Malleable iron is cast as white iron, the structure being a metastable carbide in a pearlitic matrix. Through an annealing heat treatment, the brittle structure as first cast is transformed into the malleable form. Carbon agglomerates into small roughly spherical aggregates of graphite, leaving a matrix of ferrite or pearlite according to the exact heat treatment used.

Three basic types of malleable iron are recognized within the casting industry: blackheart, whiteheart, and pearlitic.

== History ==
Malleable iron was used as early as the 4th century BCE, and archaeologists have found malleable iron artifacts made in China between 4th century BCE and 9th century CE. By the Tang dynasty, the use of malleable iron in China waned, although there are malleable iron artifacts dating to the 9th century. Malleable iron is mentioned in England in a patent dating to the 1670s. Réaumur conducted extensive research on malleable iron in 1720. He discovered that iron castings which were too hard to be worked could be softened by packing them into iron ore or hammer slag and exposing them to high temperature for a number of days. Creating malleable iron began in the United States in 1826 when Seth Boyden started a foundry for the production of harness hardware and other small castings.

== Castability, heat treating and post-casting operations ==
Like similar irons with the carbon formed into spherical or nodular shapes, malleable iron exhibits good ductility. Incorrectly considered by some to be an "old" or "dead" material, malleable iron still has a legitimate place in the design engineer's toolbox. Malleable iron is a good choice for small castings or castings with thin cross sections (less than 0.25-inch, 6.35 mm). Other nodular irons produced with graphite in the spherical shape can be difficult to produce in these applications, due to the formation of carbides from the rapid cooling.

Malleable iron also exhibits better fracture toughness properties in low temperature environments than other nodular irons, due to its lower silicon content. The ductile to brittle transition temperature is lower than many other ductile iron alloys.

In order to properly form the spherical-shaped nodules of graphite (called temper graphite nodules or temper carbon nodules) in the annealing process, care must be taken to ensure that the iron casting will solidify with an entirely white iron cross section. Thicker sections of a casting will cool slowly, allowing some primary graphite to form. This graphite forms random flake-like structures and will not transform to carbide during heat treatment. When stress is applied to such a casting in application, the fracture strength will be lower than expected for white iron. Such iron is said to have a 'mottled' appearance. Some countermeasures can be applied to enhance the formation of the all-white structure, but malleable iron foundries often avoid producing heavy sections.

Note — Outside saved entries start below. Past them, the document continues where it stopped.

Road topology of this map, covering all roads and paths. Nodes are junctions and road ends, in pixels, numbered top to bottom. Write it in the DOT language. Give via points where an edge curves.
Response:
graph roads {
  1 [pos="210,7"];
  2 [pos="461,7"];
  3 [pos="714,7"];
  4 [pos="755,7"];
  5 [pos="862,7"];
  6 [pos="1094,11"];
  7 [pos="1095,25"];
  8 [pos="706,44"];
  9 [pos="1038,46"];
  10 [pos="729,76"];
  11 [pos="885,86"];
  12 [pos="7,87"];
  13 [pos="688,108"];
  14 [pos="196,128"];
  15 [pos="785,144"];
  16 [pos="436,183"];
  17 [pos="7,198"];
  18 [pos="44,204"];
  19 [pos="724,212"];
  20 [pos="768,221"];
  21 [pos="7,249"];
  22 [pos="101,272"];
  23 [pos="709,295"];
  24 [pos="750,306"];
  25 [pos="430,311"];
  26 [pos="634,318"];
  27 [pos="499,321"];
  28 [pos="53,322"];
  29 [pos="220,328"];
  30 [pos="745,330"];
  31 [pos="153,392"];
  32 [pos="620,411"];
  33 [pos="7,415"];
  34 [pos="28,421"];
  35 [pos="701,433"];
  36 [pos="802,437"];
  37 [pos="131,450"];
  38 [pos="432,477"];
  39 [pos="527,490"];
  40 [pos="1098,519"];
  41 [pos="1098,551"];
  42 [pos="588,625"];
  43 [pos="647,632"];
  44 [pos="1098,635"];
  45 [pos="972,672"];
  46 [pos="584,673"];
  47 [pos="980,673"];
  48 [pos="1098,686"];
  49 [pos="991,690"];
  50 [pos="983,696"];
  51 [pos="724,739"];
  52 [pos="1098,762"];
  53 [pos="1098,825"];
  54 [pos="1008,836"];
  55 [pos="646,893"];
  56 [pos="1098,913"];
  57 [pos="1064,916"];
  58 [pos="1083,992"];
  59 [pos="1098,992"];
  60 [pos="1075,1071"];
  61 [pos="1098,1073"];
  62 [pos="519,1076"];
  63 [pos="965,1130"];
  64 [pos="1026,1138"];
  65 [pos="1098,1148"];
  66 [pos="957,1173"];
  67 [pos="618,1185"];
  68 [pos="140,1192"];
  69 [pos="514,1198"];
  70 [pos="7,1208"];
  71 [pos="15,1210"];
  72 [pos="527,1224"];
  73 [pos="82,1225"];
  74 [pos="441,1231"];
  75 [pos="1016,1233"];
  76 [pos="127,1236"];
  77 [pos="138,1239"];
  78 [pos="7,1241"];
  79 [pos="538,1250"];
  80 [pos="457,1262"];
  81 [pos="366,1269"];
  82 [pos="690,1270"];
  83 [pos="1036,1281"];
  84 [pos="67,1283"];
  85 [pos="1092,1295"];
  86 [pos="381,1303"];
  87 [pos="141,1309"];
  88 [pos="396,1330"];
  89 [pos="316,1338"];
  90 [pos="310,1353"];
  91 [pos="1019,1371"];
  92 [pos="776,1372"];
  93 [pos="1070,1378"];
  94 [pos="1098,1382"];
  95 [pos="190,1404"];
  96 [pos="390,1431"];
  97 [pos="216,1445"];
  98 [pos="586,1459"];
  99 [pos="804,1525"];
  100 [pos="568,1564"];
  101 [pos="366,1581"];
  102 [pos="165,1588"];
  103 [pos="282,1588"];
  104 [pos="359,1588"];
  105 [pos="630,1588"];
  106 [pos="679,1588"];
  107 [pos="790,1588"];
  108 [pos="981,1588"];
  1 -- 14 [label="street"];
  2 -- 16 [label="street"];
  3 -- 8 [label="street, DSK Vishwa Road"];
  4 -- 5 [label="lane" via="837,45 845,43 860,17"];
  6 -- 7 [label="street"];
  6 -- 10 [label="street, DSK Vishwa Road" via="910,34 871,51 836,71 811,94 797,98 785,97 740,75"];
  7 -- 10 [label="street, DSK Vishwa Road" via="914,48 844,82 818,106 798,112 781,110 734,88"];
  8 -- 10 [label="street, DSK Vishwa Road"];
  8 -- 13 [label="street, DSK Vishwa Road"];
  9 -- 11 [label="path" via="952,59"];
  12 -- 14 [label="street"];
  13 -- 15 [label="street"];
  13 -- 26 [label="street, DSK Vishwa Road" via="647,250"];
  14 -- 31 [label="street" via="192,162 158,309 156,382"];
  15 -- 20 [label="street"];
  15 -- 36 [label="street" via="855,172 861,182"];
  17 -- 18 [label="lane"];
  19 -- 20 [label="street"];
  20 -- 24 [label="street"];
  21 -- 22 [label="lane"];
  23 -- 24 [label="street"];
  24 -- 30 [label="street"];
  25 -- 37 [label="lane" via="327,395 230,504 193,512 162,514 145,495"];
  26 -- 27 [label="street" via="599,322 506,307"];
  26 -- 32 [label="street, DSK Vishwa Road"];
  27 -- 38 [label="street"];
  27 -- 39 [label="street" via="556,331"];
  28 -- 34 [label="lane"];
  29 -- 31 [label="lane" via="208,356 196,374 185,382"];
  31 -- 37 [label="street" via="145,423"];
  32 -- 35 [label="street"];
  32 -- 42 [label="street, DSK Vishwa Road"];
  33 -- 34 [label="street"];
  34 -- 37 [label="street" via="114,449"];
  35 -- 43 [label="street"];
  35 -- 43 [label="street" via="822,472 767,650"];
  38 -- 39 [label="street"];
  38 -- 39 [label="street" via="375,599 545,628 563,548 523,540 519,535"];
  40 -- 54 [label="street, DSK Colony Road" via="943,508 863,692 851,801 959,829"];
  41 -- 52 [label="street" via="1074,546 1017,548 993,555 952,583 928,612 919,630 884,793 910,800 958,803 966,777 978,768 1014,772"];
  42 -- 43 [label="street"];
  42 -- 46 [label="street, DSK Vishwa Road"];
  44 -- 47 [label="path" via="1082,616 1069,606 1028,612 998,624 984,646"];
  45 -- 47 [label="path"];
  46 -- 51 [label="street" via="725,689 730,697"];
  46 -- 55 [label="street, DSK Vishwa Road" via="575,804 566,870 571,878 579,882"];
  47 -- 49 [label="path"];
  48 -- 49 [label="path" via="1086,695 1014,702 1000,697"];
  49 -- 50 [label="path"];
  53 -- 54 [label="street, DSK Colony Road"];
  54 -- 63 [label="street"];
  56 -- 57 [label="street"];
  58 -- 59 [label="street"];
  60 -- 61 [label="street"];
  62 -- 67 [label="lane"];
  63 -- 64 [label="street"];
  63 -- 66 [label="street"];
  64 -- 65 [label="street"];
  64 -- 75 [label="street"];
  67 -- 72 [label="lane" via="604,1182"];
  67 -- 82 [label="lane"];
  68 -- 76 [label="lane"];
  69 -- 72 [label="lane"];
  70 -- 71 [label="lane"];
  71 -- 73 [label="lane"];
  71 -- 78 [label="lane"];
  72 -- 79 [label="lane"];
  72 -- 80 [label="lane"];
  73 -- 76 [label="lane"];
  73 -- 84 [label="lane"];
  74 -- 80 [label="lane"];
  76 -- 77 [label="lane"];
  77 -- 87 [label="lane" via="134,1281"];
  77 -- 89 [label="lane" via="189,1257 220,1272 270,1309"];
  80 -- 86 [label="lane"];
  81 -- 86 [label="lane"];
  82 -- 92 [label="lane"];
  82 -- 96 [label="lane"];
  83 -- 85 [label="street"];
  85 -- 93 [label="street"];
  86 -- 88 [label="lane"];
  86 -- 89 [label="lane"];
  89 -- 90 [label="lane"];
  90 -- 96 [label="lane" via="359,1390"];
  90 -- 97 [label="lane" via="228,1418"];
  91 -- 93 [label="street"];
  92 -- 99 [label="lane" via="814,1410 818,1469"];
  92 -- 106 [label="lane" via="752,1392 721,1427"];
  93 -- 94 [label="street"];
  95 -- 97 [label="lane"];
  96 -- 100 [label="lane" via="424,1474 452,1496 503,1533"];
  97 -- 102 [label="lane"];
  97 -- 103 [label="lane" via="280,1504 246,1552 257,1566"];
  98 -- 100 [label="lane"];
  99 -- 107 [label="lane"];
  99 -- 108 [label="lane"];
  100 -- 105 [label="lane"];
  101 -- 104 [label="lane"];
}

After the casting and heat treatment processes, malleable iron can be shaped through cold working, such as stamping for straightening, bending or coining operations. This is possible due to malleable iron's desirable property of being less strain rate sensitive than other materials.

== Applications ==
It is often used for small castings requiring good tensile strength and the ability to flex without breaking (ductility). Uses include electrical fittings, hand tools, pipe fittings, washers, brackets, fence fittings, power line hardware, farm equipment, mining hardware, and machine parts.